(Information given begins)
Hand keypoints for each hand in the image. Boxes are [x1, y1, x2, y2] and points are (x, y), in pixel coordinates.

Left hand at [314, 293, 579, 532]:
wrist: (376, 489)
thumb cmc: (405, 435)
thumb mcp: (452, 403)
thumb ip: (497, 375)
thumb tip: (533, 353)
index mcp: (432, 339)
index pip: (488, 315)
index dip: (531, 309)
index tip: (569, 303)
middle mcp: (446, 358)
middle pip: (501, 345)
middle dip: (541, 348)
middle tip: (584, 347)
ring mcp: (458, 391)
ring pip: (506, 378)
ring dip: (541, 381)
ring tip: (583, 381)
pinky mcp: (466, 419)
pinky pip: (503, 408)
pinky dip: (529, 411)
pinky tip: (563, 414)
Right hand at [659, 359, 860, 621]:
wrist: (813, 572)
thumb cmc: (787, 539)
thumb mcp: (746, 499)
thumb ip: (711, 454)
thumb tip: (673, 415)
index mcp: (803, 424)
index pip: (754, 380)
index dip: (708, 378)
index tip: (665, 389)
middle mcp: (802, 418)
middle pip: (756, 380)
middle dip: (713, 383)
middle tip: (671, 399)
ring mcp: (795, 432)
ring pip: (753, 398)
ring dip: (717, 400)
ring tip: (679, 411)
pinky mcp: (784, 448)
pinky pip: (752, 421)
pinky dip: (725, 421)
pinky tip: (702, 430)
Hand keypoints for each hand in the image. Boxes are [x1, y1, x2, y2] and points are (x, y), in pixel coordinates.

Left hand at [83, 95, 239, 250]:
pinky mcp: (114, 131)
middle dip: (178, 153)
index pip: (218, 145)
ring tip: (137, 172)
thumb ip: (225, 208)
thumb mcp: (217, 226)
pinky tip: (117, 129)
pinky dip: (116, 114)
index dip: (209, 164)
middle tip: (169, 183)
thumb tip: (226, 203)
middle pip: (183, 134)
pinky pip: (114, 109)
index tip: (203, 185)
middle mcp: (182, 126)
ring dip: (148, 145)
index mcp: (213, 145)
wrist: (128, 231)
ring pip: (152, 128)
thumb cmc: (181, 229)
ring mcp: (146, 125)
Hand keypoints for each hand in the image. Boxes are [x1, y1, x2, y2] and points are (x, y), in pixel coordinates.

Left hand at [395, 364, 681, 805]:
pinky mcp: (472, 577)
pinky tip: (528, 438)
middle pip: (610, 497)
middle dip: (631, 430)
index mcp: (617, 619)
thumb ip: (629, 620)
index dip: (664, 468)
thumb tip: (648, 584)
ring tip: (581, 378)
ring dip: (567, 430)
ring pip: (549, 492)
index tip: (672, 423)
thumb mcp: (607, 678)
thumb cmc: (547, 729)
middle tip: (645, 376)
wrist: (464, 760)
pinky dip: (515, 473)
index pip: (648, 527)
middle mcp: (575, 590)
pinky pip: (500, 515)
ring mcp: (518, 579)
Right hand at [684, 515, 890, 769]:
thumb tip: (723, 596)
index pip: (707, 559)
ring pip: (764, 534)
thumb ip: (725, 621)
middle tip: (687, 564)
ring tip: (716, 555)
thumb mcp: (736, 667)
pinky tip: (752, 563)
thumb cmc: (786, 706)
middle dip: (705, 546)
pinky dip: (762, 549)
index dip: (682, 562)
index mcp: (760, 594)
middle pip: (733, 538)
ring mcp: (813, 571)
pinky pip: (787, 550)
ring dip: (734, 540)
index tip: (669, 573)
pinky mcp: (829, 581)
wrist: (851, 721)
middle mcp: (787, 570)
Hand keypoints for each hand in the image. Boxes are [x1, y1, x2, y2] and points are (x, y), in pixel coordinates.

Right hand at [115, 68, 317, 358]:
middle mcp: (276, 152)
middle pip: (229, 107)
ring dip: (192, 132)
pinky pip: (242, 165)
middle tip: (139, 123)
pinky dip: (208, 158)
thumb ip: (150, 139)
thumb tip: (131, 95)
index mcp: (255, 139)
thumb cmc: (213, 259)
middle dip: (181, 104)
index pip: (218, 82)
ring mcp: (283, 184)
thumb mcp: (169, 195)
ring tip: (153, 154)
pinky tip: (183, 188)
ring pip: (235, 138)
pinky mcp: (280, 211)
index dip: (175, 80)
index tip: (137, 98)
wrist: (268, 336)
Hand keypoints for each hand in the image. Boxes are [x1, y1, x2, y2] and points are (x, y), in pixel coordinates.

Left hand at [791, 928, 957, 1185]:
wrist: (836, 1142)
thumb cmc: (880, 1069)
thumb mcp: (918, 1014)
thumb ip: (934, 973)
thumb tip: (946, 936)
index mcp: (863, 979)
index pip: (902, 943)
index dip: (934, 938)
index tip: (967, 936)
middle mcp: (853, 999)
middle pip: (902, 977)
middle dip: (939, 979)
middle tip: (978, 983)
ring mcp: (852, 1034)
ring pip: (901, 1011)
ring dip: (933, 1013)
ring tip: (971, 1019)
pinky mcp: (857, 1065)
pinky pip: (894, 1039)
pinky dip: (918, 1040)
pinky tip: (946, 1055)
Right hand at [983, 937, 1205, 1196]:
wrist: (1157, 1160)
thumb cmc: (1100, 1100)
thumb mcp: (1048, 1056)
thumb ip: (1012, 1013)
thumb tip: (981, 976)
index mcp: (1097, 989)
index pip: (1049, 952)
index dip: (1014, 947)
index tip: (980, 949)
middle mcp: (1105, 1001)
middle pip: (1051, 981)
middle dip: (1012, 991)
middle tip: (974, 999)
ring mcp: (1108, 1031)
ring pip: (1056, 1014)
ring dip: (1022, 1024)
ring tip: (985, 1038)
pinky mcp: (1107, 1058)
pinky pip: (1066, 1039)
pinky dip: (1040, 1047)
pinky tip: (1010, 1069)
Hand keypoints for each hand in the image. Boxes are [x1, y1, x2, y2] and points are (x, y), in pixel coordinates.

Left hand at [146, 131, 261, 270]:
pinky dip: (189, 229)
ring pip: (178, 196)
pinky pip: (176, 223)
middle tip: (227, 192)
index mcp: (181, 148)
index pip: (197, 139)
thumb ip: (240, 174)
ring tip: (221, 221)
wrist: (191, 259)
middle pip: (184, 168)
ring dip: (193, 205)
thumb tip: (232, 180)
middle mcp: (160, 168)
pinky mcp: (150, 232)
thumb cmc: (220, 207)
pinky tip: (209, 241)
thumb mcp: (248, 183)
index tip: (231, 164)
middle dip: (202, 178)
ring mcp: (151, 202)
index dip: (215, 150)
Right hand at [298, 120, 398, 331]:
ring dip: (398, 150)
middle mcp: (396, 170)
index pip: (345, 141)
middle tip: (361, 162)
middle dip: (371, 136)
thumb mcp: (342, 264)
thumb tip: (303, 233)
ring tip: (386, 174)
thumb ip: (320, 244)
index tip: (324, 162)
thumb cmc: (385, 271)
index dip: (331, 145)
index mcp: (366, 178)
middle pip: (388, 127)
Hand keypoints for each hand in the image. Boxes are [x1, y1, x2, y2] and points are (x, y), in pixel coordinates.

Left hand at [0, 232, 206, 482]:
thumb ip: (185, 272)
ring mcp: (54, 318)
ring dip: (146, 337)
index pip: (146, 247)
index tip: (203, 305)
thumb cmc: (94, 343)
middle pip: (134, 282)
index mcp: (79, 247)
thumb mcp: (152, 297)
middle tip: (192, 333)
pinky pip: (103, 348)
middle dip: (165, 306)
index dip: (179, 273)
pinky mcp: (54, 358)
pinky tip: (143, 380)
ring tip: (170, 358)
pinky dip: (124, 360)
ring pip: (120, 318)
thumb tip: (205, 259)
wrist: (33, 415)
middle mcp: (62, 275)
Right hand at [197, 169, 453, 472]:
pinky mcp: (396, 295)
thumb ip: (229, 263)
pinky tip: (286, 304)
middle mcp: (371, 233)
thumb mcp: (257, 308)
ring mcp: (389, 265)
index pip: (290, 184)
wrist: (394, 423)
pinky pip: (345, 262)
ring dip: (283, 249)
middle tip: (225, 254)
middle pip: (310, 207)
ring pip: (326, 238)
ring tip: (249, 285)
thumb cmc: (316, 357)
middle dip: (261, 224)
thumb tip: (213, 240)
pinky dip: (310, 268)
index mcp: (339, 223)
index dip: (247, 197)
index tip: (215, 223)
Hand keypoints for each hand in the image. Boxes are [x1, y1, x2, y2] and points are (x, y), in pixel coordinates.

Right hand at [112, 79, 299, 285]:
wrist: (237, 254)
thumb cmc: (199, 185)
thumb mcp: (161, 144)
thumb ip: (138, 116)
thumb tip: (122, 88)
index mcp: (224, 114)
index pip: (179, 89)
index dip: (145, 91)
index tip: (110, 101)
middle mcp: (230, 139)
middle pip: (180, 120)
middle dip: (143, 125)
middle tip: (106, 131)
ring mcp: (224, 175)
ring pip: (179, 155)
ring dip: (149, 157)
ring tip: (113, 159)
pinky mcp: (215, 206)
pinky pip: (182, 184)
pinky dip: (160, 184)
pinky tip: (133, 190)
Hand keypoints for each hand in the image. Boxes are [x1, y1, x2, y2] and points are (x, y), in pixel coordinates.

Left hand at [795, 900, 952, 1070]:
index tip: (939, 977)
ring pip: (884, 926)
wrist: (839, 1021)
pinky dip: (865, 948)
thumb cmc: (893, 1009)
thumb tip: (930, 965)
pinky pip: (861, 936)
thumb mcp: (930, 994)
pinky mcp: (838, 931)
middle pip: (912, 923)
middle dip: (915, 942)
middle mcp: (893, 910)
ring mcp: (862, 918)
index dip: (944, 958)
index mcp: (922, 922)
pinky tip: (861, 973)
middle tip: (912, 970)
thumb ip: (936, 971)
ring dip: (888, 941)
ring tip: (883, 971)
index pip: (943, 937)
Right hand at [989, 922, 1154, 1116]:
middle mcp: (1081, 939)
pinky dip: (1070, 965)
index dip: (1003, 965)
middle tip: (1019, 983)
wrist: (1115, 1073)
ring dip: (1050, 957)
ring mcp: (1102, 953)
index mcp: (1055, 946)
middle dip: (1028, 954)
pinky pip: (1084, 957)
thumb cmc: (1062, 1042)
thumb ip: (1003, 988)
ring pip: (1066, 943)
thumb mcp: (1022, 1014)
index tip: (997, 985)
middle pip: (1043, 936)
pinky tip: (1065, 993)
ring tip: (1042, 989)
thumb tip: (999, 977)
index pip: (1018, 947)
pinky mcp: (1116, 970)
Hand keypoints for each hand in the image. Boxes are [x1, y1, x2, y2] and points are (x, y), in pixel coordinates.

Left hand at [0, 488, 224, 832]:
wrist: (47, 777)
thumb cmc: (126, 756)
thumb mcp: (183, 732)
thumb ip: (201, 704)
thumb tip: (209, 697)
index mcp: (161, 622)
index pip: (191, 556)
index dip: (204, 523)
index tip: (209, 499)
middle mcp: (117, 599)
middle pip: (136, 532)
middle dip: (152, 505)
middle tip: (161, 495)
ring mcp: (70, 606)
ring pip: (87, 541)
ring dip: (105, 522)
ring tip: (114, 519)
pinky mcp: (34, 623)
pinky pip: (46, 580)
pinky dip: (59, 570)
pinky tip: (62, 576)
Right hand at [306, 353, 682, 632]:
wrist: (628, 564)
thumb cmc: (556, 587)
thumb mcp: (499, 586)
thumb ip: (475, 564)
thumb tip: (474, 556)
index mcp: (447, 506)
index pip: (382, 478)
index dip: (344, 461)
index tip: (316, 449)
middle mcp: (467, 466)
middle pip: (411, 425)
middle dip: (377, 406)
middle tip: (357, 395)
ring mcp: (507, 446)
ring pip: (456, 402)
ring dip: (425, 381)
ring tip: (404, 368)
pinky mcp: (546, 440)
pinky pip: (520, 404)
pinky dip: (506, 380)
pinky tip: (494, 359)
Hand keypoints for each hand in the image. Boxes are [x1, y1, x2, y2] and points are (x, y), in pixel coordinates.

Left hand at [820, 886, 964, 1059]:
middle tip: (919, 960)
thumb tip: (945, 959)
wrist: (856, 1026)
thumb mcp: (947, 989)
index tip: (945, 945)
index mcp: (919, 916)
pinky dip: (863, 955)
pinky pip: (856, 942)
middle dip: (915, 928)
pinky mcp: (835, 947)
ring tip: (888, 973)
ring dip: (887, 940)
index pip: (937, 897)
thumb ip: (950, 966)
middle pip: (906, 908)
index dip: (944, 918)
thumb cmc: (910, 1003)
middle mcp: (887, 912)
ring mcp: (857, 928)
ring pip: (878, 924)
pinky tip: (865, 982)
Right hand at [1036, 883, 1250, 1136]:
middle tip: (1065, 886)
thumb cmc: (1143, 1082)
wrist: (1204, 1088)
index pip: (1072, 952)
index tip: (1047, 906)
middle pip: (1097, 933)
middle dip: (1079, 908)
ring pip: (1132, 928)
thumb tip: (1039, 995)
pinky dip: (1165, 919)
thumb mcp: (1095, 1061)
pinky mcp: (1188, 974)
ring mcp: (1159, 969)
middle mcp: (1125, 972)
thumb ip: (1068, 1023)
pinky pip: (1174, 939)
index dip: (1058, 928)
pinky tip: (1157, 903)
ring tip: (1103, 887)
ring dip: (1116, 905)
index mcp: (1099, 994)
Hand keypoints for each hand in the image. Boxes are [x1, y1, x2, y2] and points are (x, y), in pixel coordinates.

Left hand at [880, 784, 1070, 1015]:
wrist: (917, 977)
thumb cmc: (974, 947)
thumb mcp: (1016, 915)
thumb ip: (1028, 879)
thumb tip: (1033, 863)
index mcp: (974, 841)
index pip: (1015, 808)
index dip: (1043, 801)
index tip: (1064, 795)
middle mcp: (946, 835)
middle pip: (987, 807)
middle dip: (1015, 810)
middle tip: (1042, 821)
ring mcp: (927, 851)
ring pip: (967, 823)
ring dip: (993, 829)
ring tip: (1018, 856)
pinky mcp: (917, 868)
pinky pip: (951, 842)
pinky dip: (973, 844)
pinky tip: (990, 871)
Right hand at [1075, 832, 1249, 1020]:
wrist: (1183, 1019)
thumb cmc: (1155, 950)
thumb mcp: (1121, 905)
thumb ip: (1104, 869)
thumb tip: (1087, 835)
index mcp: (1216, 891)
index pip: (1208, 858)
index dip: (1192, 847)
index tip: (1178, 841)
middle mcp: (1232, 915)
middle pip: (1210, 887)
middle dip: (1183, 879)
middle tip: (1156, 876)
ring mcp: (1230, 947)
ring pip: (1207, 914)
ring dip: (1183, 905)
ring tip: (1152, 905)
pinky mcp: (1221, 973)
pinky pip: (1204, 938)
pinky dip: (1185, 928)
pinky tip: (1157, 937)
(Information given ends)
__Prompt__:
Of all the entries above, repeat only the lines from the line that has "ring pip: (884, 926)" to the line that has "middle mcp: (893, 910)", both lines included, exactly.

__Response to this exercise__:
ring pip: (884, 926)
wrist: (839, 1021)
pinky dip: (865, 948)
thumb cmc: (893, 1009)
thumb tip: (930, 965)
pinky pip: (861, 936)
thumb mcp: (930, 994)
pinky mcp: (838, 931)
middle pip: (912, 923)
middle dip: (915, 942)
middle mcp: (893, 910)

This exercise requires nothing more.